Brief summary of the principles of the American Constitution. A definition and example is provided for each principle.
The Declaration of Independence was signed in 1776. The United States a nation in its infancy now needed to create its government. The predecessor to the current Constitution was called the Articles of Confederation. Because of its many flaws the Articles of Confederation was replaced in 1787 at the Constitutional Convention in Philadelphia Pennsylvania. There are seven principles that the Constitution of the United States of America is based on. Every one of its seven articles will refer back to at least one of these principles. Understanding the Constitution is impossible without understanding the basic principles that it was created from.
“We the people…” the first three words of the preamble to the Constitution describes the essence of popular sovereignty. The power in the government of the United States comes directly from the people. This is a simple concept and one that is the basis of any democratic form of government. Article one of the Constitution covers the legislative branch of government which is directly elected by the people. The legislative branch is the only branch of government that can create the laws which govern the people of the United States of America.

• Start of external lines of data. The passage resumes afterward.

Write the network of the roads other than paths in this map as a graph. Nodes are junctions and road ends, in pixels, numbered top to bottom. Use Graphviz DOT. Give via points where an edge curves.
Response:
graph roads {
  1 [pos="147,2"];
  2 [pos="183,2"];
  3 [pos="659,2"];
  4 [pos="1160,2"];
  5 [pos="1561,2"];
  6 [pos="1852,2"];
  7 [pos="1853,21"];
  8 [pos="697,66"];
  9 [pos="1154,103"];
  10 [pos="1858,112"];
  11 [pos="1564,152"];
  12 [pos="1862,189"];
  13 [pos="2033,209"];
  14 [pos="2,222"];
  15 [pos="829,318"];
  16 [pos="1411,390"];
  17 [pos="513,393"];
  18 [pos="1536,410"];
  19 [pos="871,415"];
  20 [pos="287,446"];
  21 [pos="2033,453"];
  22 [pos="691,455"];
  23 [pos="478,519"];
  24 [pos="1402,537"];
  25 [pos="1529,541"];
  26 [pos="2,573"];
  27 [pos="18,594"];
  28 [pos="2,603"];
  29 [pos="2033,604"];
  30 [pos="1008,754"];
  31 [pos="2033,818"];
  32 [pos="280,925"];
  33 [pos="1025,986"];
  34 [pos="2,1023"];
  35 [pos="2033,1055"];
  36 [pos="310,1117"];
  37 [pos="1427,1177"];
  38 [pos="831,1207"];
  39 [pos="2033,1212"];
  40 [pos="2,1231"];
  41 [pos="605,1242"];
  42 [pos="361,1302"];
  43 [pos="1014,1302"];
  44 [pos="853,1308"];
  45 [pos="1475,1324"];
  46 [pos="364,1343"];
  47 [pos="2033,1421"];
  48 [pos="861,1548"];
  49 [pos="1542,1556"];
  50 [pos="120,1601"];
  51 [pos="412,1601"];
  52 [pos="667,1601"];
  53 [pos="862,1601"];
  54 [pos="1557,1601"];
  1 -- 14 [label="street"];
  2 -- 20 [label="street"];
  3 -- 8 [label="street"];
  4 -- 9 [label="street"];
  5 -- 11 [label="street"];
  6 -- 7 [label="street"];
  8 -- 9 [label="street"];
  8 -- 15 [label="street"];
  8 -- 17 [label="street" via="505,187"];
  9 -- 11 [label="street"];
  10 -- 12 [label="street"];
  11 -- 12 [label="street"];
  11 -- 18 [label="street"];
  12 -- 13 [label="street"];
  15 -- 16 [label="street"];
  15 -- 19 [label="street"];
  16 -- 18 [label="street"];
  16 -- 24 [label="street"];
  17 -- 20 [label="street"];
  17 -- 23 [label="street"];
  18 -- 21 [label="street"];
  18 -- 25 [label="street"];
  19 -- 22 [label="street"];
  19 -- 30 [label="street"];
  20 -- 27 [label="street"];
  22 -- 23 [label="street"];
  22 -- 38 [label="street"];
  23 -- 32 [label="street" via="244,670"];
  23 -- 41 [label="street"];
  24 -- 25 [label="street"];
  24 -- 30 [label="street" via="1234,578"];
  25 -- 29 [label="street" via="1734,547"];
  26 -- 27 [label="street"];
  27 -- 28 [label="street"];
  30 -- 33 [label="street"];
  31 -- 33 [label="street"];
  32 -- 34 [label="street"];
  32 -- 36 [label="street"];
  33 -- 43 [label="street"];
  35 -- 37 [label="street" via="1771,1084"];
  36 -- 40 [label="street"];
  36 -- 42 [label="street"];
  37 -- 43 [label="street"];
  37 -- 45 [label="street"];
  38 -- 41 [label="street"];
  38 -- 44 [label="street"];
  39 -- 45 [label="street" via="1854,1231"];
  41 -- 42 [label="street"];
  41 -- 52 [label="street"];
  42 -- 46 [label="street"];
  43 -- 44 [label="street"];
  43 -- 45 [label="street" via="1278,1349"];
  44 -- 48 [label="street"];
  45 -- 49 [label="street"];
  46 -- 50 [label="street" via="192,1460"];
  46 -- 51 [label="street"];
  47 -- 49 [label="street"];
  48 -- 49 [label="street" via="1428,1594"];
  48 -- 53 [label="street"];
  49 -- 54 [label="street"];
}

Limiting the power of government was extremely important to the founding fathers who had just overthrown a tyrannical king. The government of the United States is limited by our written laws. The principle of limited government is seen throughout the constitution. For example the first amendment to the Constitution, which is freedom of speech, forbids the government from controlling what people say or write.
Separation of Powers
The constitutional principle of separation of powers refers to the division of powers within the government. This separation of powers creates a government in which there is no concentration of power in any one branch, power is equally divided. The United States has three branches of government; legislative, executive, and judicial. The legislative branch is responsible for making laws while the executive branch carries out the law, and the judicial branch interprets the law.
Checks and Balances
The principle of checks and balances is closely related to separation of powers. This principle explains the concept of each of the three branches of government having the authority to check the power of the others. The president checks the power of the legislative branch by vetoing bills, the legislative can then check his power by passing the bills with a 3/4th majority, while the judicial branch can checks the power of the legislative branch through declaring a law unconstitutional.

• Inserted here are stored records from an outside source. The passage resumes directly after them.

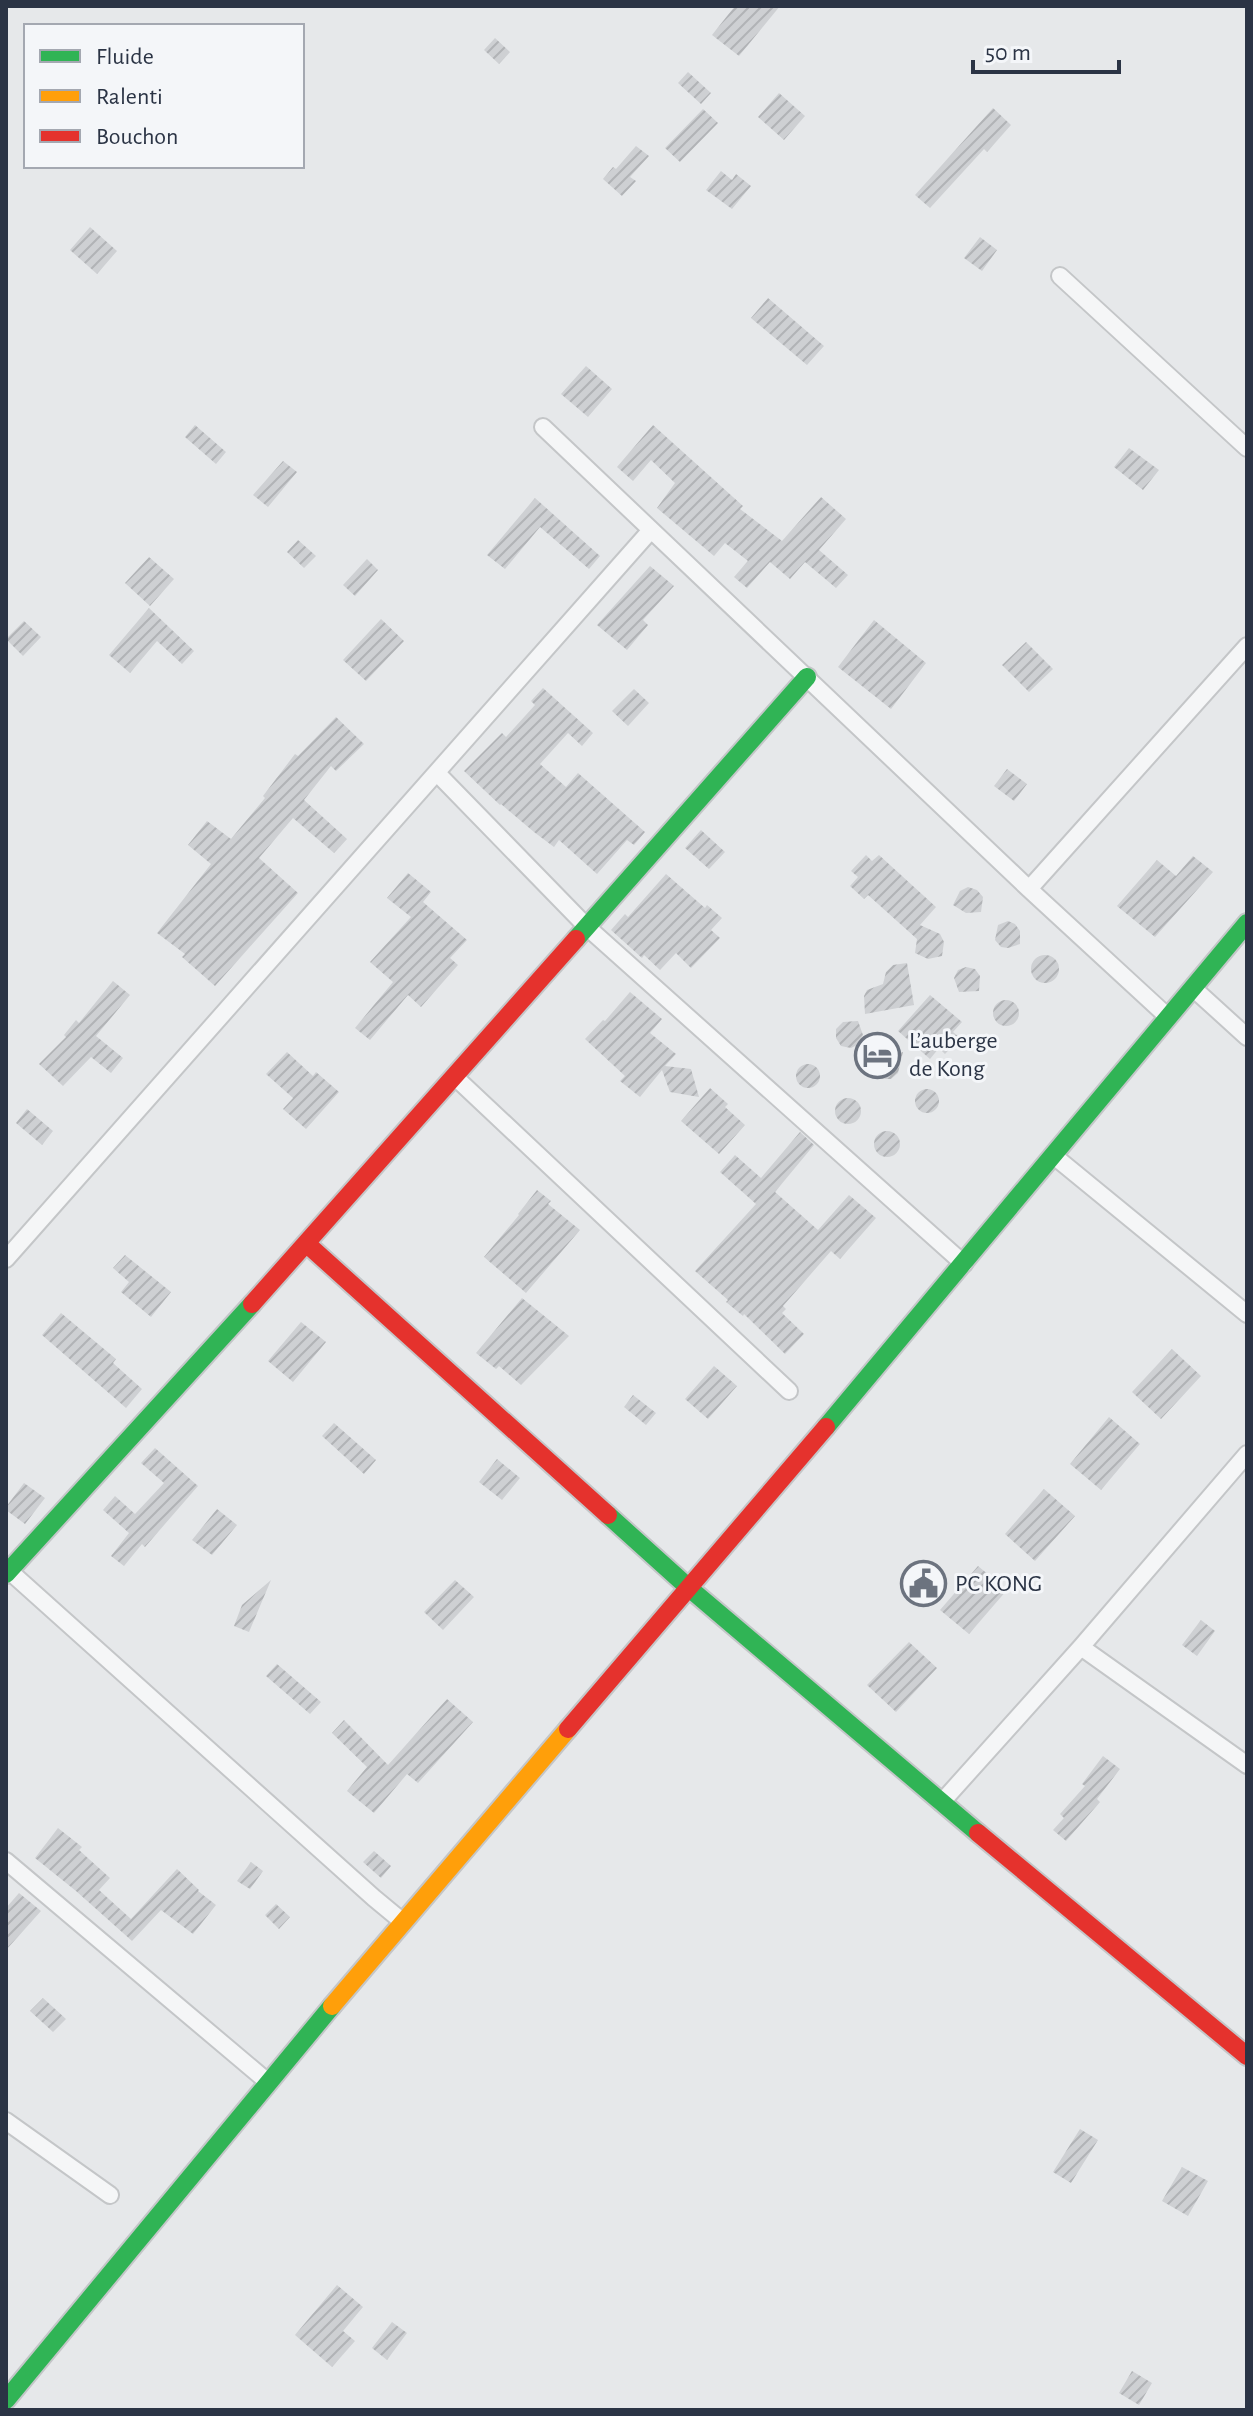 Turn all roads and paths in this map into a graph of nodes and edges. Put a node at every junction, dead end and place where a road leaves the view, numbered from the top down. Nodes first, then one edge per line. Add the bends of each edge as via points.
1 (1060, 276) dead end
2 (543, 427) dead end
3 (1247, 448) edge
4 (651, 530) junction
5 (1247, 646) edge
6 (807, 677) junction
7 (437, 773) junction
8 (1029, 889) junction
9 (1247, 923) edge
10 (587, 927) junction
11 (1193, 988) junction
12 (1168, 1017) junction
13 (1247, 1037) edge
14 (455, 1077) junction
15 (1054, 1156) junction
16 (307, 1244) junction
17 (6, 1259) edge
18 (964, 1264) junction
19 (1247, 1314) edge
20 (789, 1391) dead end
21 (1247, 1454) edge
22 (7, 1571) edge
23 (689, 1588) junction
24 (1081, 1647) junction
25 (1247, 1765) edge
26 (941, 1803) junction
27 (6, 1861) edge
28 (403, 1922) junction
29 (1247, 2056) edge
30 (269, 2083) junction
31 (6, 2121) edge
32 (110, 2195) dead end
33 (6, 2400) edge

1 - 3 street
2 - 4 street
4 - 6 street
4 - 7 street
5 - 8 street
6 - 8 street
6 - 10 street
7 - 10 street
7 - 17 street
8 - 12 street
9 - 11 street
10 - 14 street
10 - 18 street
11 - 12 street
11 - 13 street
12 - 15 street
14 - 16 street
14 - 20 street
15 - 18 street
15 - 19 street
16 - 22 street
16 - 23 street
18 - 23 street
21 - 24 street
22 - 28 street
23 - 26 street
23 - 28 street
24 - 25 street
24 - 26 street
26 - 29 street
27 - 30 street
28 - 30 street
30 - 33 street
31 - 32 street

Individual rights are a principle of the constitution which is dealt with primarily in the Bill of Rights. When the American Revolution ended and the new nation was developing its government many citizens were worried that their individual or unalienable rights would be trampled on by the new government; just as they were trampled on by King George the III. Ratification of the Constitution was made possible by adding the Bill of Rights which is the first ten amendments to the Constitution. Most of these amendments deal with basic human rights such as freedom of speech, the right to bear arms, and no cruel and unusual punishment.
Federalism is the principle of the constitution which splits power between a national or federal government and the local governments. This principle is important because the Articles of Confederation failed because there was no strong central government. Without a strong central government countries are weak and vulnerable. Federalism creates a strong central government while maintaining strong state governments as well which are necessary to handle regional problems.
There are some principles of the Constitution that are sometimes left out because they overlap or because writers do not want to include them. One is republicanism. This principle refers to the fact that the United States does not have a direct democratic government but a republic where people vote for representatives who then make the decisions for them. Another principle sometimes mentioned is judicial review. This principle overlaps with checks and balances because it refers to the power that the Supreme Court has to declare laws unconstitutional.